Recognizing daily achievements

Fall break has given me some much needed time to clear my mind and re-evaluate my life, my goals and my recent efforts.

It was a conversation with two of my friends as we sat around a fire in a quaint Ohio neighborhood that made me realize what I've been missing. After one friend admitted that she's been feeling beyond stressed about her career goals, the other started telling us about a book she's been reading that focuses on how our society has seemed to lose sight of the significance of small achievements and instead aims for massive successes. 

I wish I had the words to explain how hard that conversation hit me and at just the right time.

I've been placing so much pressure on myself to be a world-changing writer, pushing myself to finish school and leap into adult life and obtain the highest achievements possible in the world of journalism. I feel that if I'm not writing columns that change someone's outlook on life or help someone to understand people who think and live differently, then I'm not doing enough. I've lost sight, and we've all lost sight of the significance of the success we're living every day. We are college students. Every day –even those lazy days when we skip more classes than we attend – we are choosing to better ourselves and in turn better the lives of those around us. We learn more about the world in each class, each day. We live in a constant flow of success, yet we tell ourselves we aren't doing enough because we've made this success and those like it so commonplace.

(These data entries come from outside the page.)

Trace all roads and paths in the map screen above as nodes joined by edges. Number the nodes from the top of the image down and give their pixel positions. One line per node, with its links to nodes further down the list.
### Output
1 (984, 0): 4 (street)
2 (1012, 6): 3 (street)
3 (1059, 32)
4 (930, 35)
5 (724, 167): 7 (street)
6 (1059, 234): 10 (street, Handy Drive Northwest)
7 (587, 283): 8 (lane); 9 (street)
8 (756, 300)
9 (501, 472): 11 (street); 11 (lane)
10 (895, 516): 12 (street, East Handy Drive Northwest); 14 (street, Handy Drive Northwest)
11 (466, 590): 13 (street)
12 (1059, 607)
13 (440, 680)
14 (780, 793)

As a sophomore with friends who are mostly juniors, I hear them beginning to prepare for their senior year, for internships and future job possibilities, and I feel stuck. I feel that since I'm not making the same amount of progress as my friends, I'm failing. Yet, I forget to count my successes. I don't stop to consider the success of my actually attending class, or the fact that I get to write a weekly column, which is a goal I set for myself as a freshman. 

This, I think, is the reason things like the "sophomore slump" and "senioritis" and whatever other kind of college related "disease" exists. We don't count our everyday achievements as successes, so we live our day to day lives in a rush to get to a point in our futures where ultimate success can be reached. 

Rather than rushing through college and stressing about our lives lacking success, we need to awaken ourselves to the achievements we make every day that go unnoticed. I'm not saying we need to convince ourselves we've done enough and stop pushing ourselves towards higher success, that's how we continue to better ourselves and the world around us. Yet in this middle period that we call college, we shouldn't lose what we're accomplishing in our current lives to our vast dreams for the future. We must be intentional about recognizing the small, yet significant achievements we make every day and realize that these are paving the way for greater success.

Danielle Waddell is sophomore majoring in journalism. Her column runs weekly.